The following is a guest post by Maja Frigelj, a Business Strategy Consultant with a major consulting firm in Washington, DC and fellow entrepreneur as Founder of DC Language Services. We met after my branding talk at one of the Ballston Launchpad events and found an interesting overlap between the work we do in branding and the work she does around business strategy and change management.

Change Management

The approach to management of change in support of a future desired state

A growing healthcare solutions company has finally decided to make a significant investment in a new collaboration tool that will not only keep track of documents, keep version control, and automate processes, but also foster innovative thinking and encourage collaboration between teams, divisions, and branches. Sounds perfect, right? Fast forward four years since implementation: no one has used the tool. Processes are still not automated, cross-team collaboration is minimal, and innovation has been stagnant. What went wrong?

Branding

The management of positioning and perception

An enterprise software company has been seeing a steady decline in sales. To improve their product line’s capabilities, they acquired a mobile software firm. After research, the organization believes that a rebranding is critical to effectively position their new and improved products and hopes that the rebranding will create a spark within the organization that will drive continued innovation. The organization hoped that the rebrand would grow sales, but aside from the initial blip around the launch, sales continue to remain stagnant. What went wrong?

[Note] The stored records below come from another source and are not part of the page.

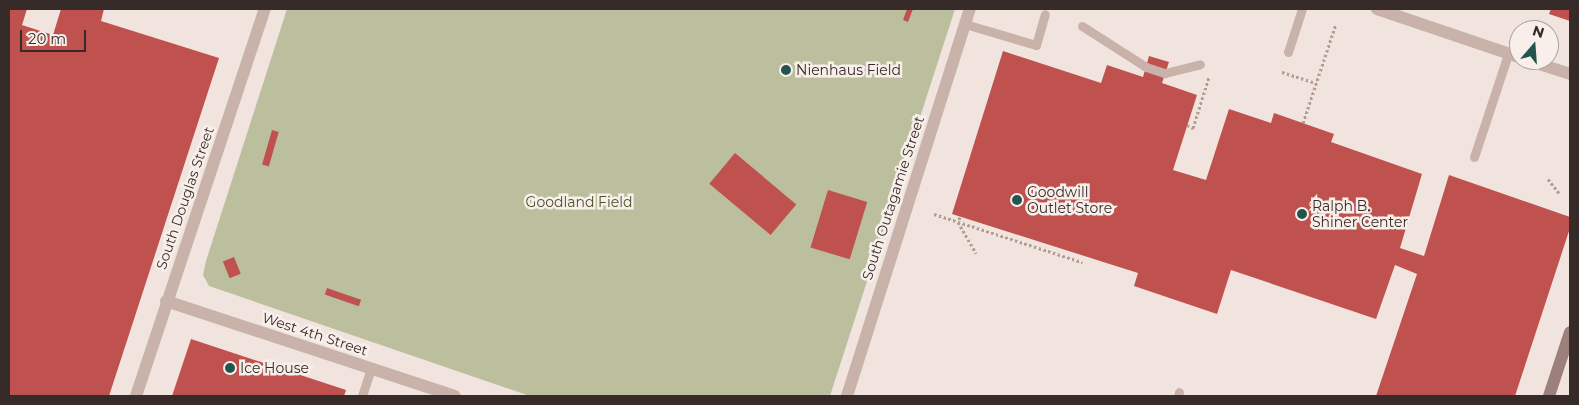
<!DOCTYPE html>
<style>
body{margin:0}
#map{position:relative;width:1579px;height:405px;overflow:hidden;background:#f1e4de;font-family:Montserrat,sans-serif}
div>[style]{position:absolute}
.green>*{inset:0;background:#bbbf9e}
.building>*{inset:0;background:#bf514e;transform-origin:0 0}
.path>*{height:3px;margin-top:-1.5px;transform-origin:0;background:repeating-linear-gradient(90deg,#b49b94 0 2.5px,transparent 0 5px)}
.service>*{height:9px;margin:-4.5px;padding:0 4.5px;transform-origin:4.5px;border-radius:4.5px;background:#c8b2aa}
.minor>*{height:12px;margin:-6px;padding:0 6px;transform-origin:6px;border-radius:6px;background:#c8b2aa}
.tertiary>*{height:12px;margin:-6px;padding:0 6px;transform-origin:6px;border-radius:6px;background:#c8b2aa}
.secondary>*{height:12px;margin:-6px;padding:0 6px;transform-origin:6px;border-radius:6px;background:#9c807b}
.dots>*{width:14px;height:14px;translate:-50% -50%;box-sizing:border-box;border:2px solid #f9efea;border-radius:50%}
span{translate:-50% -50%;white-space:nowrap;text-align:center;line-height:1.15;-webkit-text-stroke:5px #f9efea;paint-order:stroke}
.poi-label{font-size:14px;color:#362b29}
.left{translate:0 -50%;text-align:left}
.street-label{font-size:14px;color:#362b29}
.park-label{font-size:14px;color:#4d532e}
.frame{position:absolute;inset:0;border:10px solid #362b29;pointer-events:none}
.north{position:absolute;left:1509px;top:20px;width:50px;height:50px;box-sizing:border-box;background:#f9efea;border:1px solid #aba19d;border-radius:50%;rotate:18deg;font-size:14px;font-weight:700;line-height:20px;text-align:center;color:#362b29}
.north::after{content:'';display:block;margin:auto;width:18px;height:22px;background:#21554e;clip-path:polygon(50% 0,100% 100%,50% 72%,0 100%)}
.scale{position:absolute;left:20px;top:30px;width:66px;height:22px;box-sizing:border-box;border:2px solid #362b29;border-top:0;padding-left:6px;font-size:15px;line-height:18px;white-space:nowrap;color:#362b29;-webkit-text-stroke:4px #f9efea;paint-order:stroke}
</style>
<div id="map">
<div class="green">
<i style="clip-path:polygon(287px 9px,955px 9px,830px 396px,530px 396px,209px 286px,203px 275px,206px 261px)"></i>
</div>
<div class="building">
<i style="clip-path:polygon(10px 9px,27px 9px,22px 25px,53px 35px,61px 9px,104px 9px,101px 21px,219px 58px,109px 396px,9px 396px)"></i>
<i style="clip-path:polygon(907px 9px,913px 9px,908px 22px,903px 20px)"></i>
<i style="clip-path:polygon(1551px 9px,1570px 9px,1570px 21px,1549px 14px)"></i>
<i style="clip-path:polygon(1003px 51px,1101px 83px,1107px 65px,1143px 77px,1149px 56px,1169px 62px,1162px 83px,1197px 95px,1173px 170px,1206px 180px,1229px 109px,1271px 123px,1274px 113px,1334px 134px,1331px 142px,1422px 174px,1400px 248px,1424px 256px,1449px 175px,1570px 217px,1570px 228px,1515px 396px,1376px 396px,1417px 274px,1395px 265px,1376px 319px,1231px 270px,1217px 314px,1134px 286px,1138px 273px,952px 214px)"></i>
<i style="left:272px;top:130px;width:7px;height:36px;rotate:16deg"></i>
<i style="left:735px;top:153px;width:80px;height:40px;rotate:40deg"></i>
<i style="left:828px;top:190px;width:41px;height:60px;rotate:17deg"></i>
<i style="left:234px;top:257px;width:18px;height:12px;rotate:68deg"></i>
<i style="left:327px;top:288px;width:36px;height:7px;rotate:19deg"></i>
<i style="clip-path:polygon(191px 339px,346px 390px,344px 396px,172px 396px)"></i>
</div>
<div class="path">
<i style="left:1282px;top:72px;width:36px;rotate:18deg"></i>
<i style="left:1303px;top:123px;width:104px;rotate:-71.6deg"></i>
<i style="left:1187px;top:125px;width:7px;rotate:27deg"></i>
<i style="left:1193px;top:128px;width:53px;rotate:-72.6deg"></i>
<i style="left:1548px;top:179px;width:18px;rotate:52deg"></i>
<i style="left:934px;top:214px;width:156px;rotate:18deg"></i>
<i style="left:960px;top:217px;width:5px;rotate:112deg"></i>
<i style="left:958px;top:222px;width:36px;rotate:60deg"></i>
</div>
<div class="service">
<i style="left:965px;top:24px;width:74px;rotate:16.5deg"></i>
<i style="left:1036px;top:45px;width:32px;rotate:-74deg"></i>
<i style="left:1082px;top:26px;width:76px;rotate:32.6deg"></i>
<i style="left:1146px;top:67px;width:20px;rotate:18deg"></i>
<i style="left:1165px;top:73px;width:36px;rotate:-14deg"></i>
<i style="left:1288px;top:52px;width:45px;rotate:-72deg"></i>
<i style="left:1474px;top:157px;width:108px;rotate:-71.7deg"></i>
<i style="left:362px;top:396px;width:29px;rotate:-72deg"></i>
<i style="left:1178px;top:396px;width:4px;rotate:-76deg"></i>
</div>
<div class="minor">
<i style="left:166px;top:301px;width:304px;rotate:18.2deg"></i>
<i style="left:136px;top:396px;width:408px;rotate:-71.6deg"></i>
<i style="left:847px;top:396px;width:406px;rotate:-72.4deg"></i>
</div>
<div class="tertiary">
<i style="left:1377px;top:9px;width:150px;rotate:18.7deg"></i>
<i style="left:1527px;top:60px;width:45px;rotate:18deg"></i>
</div>
<div class="secondary">
<i style="left:1549px;top:396px;width:67px;rotate:-71.8deg"></i>
</div>
<div class="dots">
<i style="left:786px;top:70px;background:#21554e"></i>
<i style="left:1017px;top:200px;background:#21554e"></i>
<i style="left:1302px;top:214px;background:#21554e"></i>
<i style="left:230px;top:368px;background:#21554e"></i>
</div>
<div class="poi-label">
<span class="left" style="left:796px;top:70px">Nienhaus Field</span>
<span class="left" style="left:1027px;top:200px">Goodwill<br>Outlet Store</span>
<span class="left" style="left:1312px;top:214px">Ralph B.<br>Shiner Center</span>
<span class="left" style="left:240px;top:368px">Ice House</span>
</div>
<div class="street-label">
<span style="left:185px;top:198px;rotate:-71deg">South Douglas Street</span>
<span style="left:893px;top:198px;rotate:-72deg">South Outagamie Street</span>
<span style="left:315px;top:334px;rotate:18deg">West 4th Street</span>
</div>
<div class="park-label">
<span style="left:579px;top:202px">Goodland Field</span>
</div>
<div class="frame"></div>
<div class="north">N</div>
<div class="scale">20 m</div>
</div>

While there are a number of variables that could be impacting each of the above simplified scenarios, it’s clear they both revolve around one common challenge: effective transition. In each case, there was an initial interest and push to do something new, but it wasn’t sustaining. Why? Because the focus was mostly on the introduction of the change and not the sustained implementation of that change over time.

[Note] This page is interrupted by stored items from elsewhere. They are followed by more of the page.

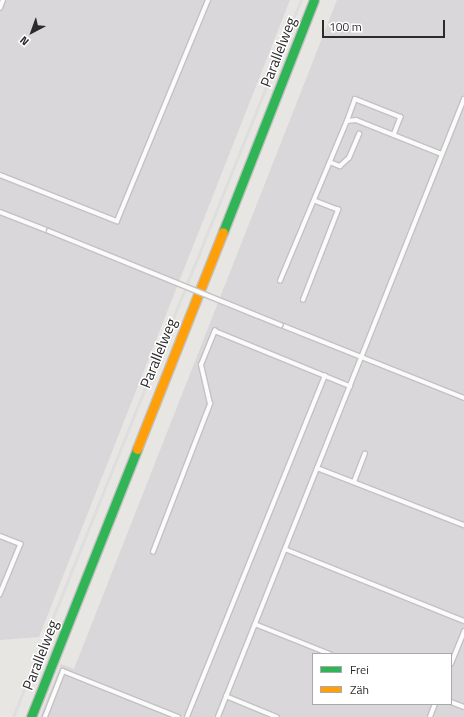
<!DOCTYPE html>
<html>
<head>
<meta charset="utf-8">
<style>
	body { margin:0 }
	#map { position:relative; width:464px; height:717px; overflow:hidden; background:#e8e6e2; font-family:"Titillium Web",sans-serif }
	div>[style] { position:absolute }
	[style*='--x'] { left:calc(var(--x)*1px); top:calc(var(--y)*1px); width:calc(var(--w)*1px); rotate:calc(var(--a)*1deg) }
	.industrial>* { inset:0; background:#d9d7d9 }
	.roads { filter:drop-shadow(1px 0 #c2c2c2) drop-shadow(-1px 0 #c2c2c2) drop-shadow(0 1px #c2c2c2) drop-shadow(0 -1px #c2c2c2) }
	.lane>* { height:3.5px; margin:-1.75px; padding:0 1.75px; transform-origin:1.75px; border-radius:1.75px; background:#fcfbfb }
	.fast>* { height:9px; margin:-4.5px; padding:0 4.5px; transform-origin:4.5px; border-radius:4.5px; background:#30b455 }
	.slow>* { height:9px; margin:-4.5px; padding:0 4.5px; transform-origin:4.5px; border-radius:4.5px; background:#ff9f0a }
	.rail>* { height:2.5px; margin:-1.25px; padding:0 1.25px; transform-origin:1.25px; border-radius:1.25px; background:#dededf }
	.bridges { filter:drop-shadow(1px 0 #c2c2c2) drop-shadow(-1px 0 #c2c2c2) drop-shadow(0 1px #c2c2c2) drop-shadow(0 -1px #c2c2c2) }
	.lane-bridge>* { height:3.5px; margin:-1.75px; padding:0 1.75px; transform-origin:1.75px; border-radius:1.75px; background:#fcfbfb }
	span { translate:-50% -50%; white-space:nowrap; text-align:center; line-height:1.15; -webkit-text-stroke:3px #fff; paint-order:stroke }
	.street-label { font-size:15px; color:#2b2b2b }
	.legend { position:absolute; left:312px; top:653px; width:140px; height:52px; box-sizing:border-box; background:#fff; border:1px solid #aaa; margin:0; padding:5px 7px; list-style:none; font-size:12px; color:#2b2b2b }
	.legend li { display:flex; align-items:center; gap:8px; height:20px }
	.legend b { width:20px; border:1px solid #aaa }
	.north { position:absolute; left:12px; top:12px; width:40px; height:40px; -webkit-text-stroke:3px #fff; paint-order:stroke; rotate:221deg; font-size:11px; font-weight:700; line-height:16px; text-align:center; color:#2b2b2b }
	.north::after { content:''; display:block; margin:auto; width:14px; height:18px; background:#2b2b2b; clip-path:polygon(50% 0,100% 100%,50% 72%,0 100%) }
	.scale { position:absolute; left:322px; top:20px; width:123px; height:18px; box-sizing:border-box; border:2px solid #2b2b2b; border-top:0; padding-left:5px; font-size:12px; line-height:14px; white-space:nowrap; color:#2b2b2b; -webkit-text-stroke:3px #fff; paint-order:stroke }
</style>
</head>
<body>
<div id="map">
	<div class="industrial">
		<div style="clip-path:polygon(0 0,290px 0,39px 637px,0 640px)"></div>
		<div style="clip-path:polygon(evenodd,337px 0,464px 0,464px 717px,40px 717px,61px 664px,74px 669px,337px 0,313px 654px,451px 654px,451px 704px,313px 704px,313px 654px)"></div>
	</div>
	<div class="roads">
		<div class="lane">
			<div style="--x:0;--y:8;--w:9;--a:-69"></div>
			<div style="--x:347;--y:121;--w:23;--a:-70"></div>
			<div style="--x:355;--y:99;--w:49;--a:21.4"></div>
			<div style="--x:401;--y:117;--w:19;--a:111"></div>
			<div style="--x:330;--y:162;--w:11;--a:22"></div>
			<div style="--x:340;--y:166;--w:12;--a:-42"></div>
			<div style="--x:349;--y:158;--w:26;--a:-67"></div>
			<div style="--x:0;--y:175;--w:126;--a:21.5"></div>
			<div style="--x:117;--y:221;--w:239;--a:-67.6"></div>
			<div style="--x:0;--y:212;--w:53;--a:21.2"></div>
			<div style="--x:280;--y:281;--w:173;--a:-67.3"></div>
			<div style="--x:347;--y:121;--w:9;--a:-6"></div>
			<div style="--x:356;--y:120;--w:92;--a:21.6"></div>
			<div style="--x:303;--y:300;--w:97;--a:-68.7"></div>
			<div style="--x:338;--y:210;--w:25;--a:-159"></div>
			<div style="--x:281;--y:325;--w:197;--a:21.7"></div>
			<div style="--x:317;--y:468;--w:158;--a:21.2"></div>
			<div style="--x:354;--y:482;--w:30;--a:-69"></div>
			<div style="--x:0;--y:536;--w:22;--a:21"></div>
			<div style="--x:21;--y:544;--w:55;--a:112.4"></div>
			<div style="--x:285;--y:549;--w:193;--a:21.9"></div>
			<div style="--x:153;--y:552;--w:159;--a:-68.9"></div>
			<div style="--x:210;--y:404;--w:40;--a:-103"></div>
			<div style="--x:201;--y:365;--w:37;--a:-68"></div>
			<div style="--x:215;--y:331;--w:146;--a:22.2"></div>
			<div style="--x:255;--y:624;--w:81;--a:21.8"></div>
			<div style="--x:451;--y:664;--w:35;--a:-68"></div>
			<div style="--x:226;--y:696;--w:55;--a:22.4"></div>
			<div style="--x:451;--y:702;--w:14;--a:21"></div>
			<div style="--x:45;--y:717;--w:49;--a:-68.6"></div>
			<div style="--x:63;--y:671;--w:124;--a:21.8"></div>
			<div style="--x:187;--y:717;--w:368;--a:-68"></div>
			<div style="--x:218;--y:717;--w:665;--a:-68.29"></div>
			<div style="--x:430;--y:717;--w:14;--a:-69"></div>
		</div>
		<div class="fast">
			<div style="--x:223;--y:232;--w:249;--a:-68.6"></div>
			<div style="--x:31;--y:717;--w:288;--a:-68.4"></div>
		</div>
		<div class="slow">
			<div style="--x:137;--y:449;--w:233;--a:-68.4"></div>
		</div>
	</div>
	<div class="rail">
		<div style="--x:13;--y:717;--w:773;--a:-68.12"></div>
	</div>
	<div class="bridges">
		<div class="lane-bridge">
			<div style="--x:49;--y:231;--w:250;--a:22.1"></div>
		</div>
	</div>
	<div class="street-label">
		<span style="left:278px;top:52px;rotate:-69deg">Parallelweg</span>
		<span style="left:158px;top:353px;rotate:-68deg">Parallelweg</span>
		<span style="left:40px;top:655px;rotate:-69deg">Parallelweg</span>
	</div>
	<ul class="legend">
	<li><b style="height:5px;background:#30b455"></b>Frei</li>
	<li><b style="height:5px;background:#ff9f0a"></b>Zäh</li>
	</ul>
	<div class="north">N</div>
	<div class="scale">100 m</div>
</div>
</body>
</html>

One of the key overlaps I see between change management and branding is the use of consistency as a key factor to successful execution. And a critical area where consistency is vital is how a change is introduced into a company’s internal culture and operational environment.

As such, all internal and external communication not only need to be clear and consistent every time, but they need to be done over a long enough time that the change can be properly understood and internalized. Here, both change management and branding are dependent on creating one voice that communicates the context, perspective, vision, and organization’s direction in terms of the upcoming change, regardless of what the change is.

In other words, effective change management increases the probability of successful internal adoption of change, again tool or brand, by preparing and equipping personnel to thrive in a new environment. While, both change management and rebranding use many approaches, tools, and techniques to be successful, what they have in common is the need to honestly answer questions that define the purpose for the transformation, including:

What is the change?
Why do we need the change?
How does the change affect my job?
Is my job going to go away due to the change?
What if I don’t want to change?

Ultimately, it must be the organization’s number one priority to communicate early and often (through memos, brown bags, conference calls, flyers, singing telegrams, etc.) to ensure all employees are aware, ready, and prepared for organizational impacts that result from an organizational change or rebrand. It is only then that employees can decide whether they want to stick around for the change and buy into it. Bottom line? If an employee doesn’t believe in the new direction, they can’t be expected to be successful in their role.

Building a brand, like a shift in business processes, service offerings, or any type of significant change within an organization first starts with buy-in from its employees and then translates externally to customers. Anything less than that is an almost guarantee that the change or rebranding will not be sustainable and that you’ll be asking a lot more of “What went wrong?”